Mother of an autistic child thanks a stranger for a very special gift
Lauren Casper and her husband John are the happy parents of two children, a boy, Mareto, and a girl, Arsema, both of whom they adopted in Ethiopia.
They live in the Shenandoah Valley of Virginia and the children are thriving, for the most part. Since Mareto is autistic and suffers from anxiety, he sometimes has emotional breakdowns that his parents strive to get him through safely. Most parents of autistic children know the experience well.
One day when the whole family was grocery shopping at Trader Joe's, their little boy had another crisis. But this time, something absolutely beautiful happened. Lauren decided to write about it in a blogpost on The Mighty, which moved hundreds of thousands of people. What she shared says so much about the power of a small gesture and a little attention, you won't want to miss it.
And just try to get through her encounter with the store's employee with dry eyes:
“I was tired, hurried, frustrated and ready to just go home. My husband, John, was pushing our son, Mareto, in the cart as fast as he could to leave the store before the meltdown got worse. We were frantically trying to open up a cereal bar to stem the tears. Our daughter, Arsema, was strapped to my chest in the ergo carrier watching it all through wide eyes. Sweat beads were forming on my forehead, caused in part by my embarrassment but mostly from the heat and amount of energy I was exerting by running through Trader Joe’s with my 18 pound baby strapped to my chest and my toddler screaming behind me.
I sure didn’t feel like I was going to be in the running for any mom of the year awards. I felt like a hot mess. In fact, I was sincerely hoping no one was looking at us too closely… that somehow we were invisible to the people bustling around us. It was chaotic, exhausting and an unfortunately all-too-common experience for us.
Our family doesn’t exactly blend in with the wallpaper. Not only are we two white parents with a brown son and daughter (something that causes enough stares and questions all by itself), but our son has noticeable developmental delays and different behaviors because of autism, and our daughter has missing and webbed digits. In other words, when we all go out together, we stand out. Usually I don’t mind, and often I love it. My children are beautiful, and so is our story.
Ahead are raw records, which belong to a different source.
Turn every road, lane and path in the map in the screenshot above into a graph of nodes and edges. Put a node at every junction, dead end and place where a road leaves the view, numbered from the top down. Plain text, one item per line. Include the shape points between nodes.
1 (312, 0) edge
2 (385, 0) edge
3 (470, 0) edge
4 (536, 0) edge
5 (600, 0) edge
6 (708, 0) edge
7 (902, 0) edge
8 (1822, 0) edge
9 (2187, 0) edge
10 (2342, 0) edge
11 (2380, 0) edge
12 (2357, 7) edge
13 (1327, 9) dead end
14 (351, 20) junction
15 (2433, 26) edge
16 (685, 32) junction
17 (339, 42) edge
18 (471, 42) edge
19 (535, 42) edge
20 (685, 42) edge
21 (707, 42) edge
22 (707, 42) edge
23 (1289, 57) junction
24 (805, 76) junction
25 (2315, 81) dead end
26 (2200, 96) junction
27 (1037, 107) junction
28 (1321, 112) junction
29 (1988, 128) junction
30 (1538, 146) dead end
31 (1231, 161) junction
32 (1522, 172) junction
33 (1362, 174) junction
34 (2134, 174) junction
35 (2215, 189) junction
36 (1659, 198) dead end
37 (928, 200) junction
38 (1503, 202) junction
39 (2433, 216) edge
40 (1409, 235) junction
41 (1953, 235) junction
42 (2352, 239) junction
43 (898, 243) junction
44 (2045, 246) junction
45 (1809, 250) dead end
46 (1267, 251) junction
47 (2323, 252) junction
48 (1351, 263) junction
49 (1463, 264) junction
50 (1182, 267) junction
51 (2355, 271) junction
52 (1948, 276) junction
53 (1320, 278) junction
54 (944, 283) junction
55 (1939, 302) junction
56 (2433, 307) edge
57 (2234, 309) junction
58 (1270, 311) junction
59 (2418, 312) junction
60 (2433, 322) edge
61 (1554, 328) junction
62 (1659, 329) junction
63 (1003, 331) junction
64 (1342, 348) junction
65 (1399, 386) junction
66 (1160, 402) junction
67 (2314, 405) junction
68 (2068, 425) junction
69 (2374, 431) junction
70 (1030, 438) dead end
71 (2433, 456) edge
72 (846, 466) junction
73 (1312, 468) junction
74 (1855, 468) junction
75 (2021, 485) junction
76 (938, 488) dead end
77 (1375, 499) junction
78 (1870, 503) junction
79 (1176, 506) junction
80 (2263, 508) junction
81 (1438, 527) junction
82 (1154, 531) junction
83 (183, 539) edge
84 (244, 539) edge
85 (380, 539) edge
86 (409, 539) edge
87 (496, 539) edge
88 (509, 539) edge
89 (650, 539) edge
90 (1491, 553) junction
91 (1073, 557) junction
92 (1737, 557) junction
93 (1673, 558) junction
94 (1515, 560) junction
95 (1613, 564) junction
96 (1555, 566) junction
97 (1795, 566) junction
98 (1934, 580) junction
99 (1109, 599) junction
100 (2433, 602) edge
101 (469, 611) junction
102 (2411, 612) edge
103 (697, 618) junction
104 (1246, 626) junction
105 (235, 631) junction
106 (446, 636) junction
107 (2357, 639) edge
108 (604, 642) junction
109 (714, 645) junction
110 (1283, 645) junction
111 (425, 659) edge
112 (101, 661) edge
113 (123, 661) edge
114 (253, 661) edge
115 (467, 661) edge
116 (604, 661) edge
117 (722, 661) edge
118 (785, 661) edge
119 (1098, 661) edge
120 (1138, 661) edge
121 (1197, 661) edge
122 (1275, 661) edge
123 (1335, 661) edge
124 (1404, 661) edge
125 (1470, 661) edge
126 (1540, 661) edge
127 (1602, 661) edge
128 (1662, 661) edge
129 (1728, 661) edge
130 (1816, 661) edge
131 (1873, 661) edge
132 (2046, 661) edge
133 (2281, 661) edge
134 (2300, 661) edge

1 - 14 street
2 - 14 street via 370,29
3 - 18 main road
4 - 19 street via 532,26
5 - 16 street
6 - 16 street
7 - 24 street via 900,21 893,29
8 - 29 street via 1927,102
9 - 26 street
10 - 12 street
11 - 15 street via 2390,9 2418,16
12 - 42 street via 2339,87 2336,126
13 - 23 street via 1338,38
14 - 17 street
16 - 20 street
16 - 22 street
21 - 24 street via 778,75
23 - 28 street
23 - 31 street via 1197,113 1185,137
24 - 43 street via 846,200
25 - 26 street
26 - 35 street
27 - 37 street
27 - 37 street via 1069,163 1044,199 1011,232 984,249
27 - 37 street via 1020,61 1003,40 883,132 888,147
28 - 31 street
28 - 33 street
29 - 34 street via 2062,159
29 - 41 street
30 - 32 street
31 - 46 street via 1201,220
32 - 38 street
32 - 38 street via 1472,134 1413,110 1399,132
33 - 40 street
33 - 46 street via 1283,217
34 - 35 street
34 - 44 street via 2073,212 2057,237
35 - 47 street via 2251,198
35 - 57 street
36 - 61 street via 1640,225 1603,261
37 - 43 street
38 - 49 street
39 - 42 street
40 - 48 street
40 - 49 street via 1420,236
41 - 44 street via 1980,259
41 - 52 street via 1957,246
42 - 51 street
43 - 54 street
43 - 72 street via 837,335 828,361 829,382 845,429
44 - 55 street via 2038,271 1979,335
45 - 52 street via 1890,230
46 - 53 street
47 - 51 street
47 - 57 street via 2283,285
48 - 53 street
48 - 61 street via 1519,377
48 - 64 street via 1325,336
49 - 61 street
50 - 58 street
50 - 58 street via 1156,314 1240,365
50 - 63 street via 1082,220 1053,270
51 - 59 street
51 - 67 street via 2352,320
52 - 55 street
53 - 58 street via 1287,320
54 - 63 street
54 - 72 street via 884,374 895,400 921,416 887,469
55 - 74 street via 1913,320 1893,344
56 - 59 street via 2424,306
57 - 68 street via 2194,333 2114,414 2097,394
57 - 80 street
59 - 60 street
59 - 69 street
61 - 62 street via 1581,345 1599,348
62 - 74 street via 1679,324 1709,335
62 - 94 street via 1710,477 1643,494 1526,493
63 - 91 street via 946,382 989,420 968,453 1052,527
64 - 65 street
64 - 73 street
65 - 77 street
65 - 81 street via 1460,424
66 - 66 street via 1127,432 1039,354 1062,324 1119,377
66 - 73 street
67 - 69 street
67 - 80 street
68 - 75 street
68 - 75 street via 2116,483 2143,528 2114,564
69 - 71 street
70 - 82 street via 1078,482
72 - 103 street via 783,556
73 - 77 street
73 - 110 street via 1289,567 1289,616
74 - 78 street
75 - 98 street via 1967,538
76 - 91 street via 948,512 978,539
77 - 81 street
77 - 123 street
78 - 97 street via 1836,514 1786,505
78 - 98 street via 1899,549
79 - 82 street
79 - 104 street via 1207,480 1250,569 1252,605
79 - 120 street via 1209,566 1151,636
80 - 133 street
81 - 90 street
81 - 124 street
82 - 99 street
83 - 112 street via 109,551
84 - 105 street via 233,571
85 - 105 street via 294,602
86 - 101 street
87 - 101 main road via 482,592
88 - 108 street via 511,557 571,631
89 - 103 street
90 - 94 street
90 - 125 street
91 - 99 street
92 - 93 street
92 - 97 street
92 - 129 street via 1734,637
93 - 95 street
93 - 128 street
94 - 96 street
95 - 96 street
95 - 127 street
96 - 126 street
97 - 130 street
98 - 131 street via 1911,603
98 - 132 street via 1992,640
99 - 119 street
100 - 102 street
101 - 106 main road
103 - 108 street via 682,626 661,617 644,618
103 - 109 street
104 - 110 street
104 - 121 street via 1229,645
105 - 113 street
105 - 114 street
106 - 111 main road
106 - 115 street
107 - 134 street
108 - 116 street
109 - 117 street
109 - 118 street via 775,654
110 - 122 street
Sometimes though, on the days when we’re far from having it together, I do mind. Those days I just want to blend in with the crowd and hide far away from the curious stares. Some days I get tired of it all and just want to be a family — not the adoptive family, not the family with special needs children, not the unique family — just a family. This was one of those days.
I was close to tears as John took Mareto to put the cart away. I rushed through the doors with Arsema on my chest to get to the car as quickly as possible when a voice behind me slowed my steps.
'Ma’am!' she called out. I slowed, hoping and praying she wasn’t talking to me.
'Ma’am!' I stopped and turned to find a young woman rushing toward me. A bright smile covered her face, and I immediately noticed her beautiful black curls, just like the black curls snuggled on my chest, tickling my chin. Recognizing her shirt, I realized she worked there and assumed I must have dropped something. I looked at her, holding back my tears, waiting.
'I just wanted you to have this bouquet…' and I looked down to see the flowers in her hands. She quickly continued to explain…
'I was adopted as a baby, and it has been a wonderful thing. We need more families like yours.' I stared at her, stunned. Hadn’t she seen what a disaster we were in the store? Didn’t she see that we were barely able to keep it together? Didn’t she see what I felt were all my failures as a mom?
As she handed me the flowers I managed to choke out a thank you and tried to express that this meant the world to me. She patted my shoulder, told me my family was beautiful and walked back into the store.
My steps were much slower as I finally headed to the car with my arms full of flowers and tears that had spilled over onto my cheeks. On a day when I felt like we were the worst example of family… a day when I hoped no one noticed us… she did. But she didn’t see what I assumed everyone was seeing. She didn’t think what I assumed everyone was thinking. She saw beauty and love and hope and family. She thought we were wonderful and it made her smile."
Lauren’s testimony is heartwarming. The “perfect” family doesn’t exist, anyway. Or maybe we could say, family is simply perfect, whatever shape, size, or color it is. And Lauren’s has been a beautiful example, in spite, or maybe because of, the difficulties they struggle through!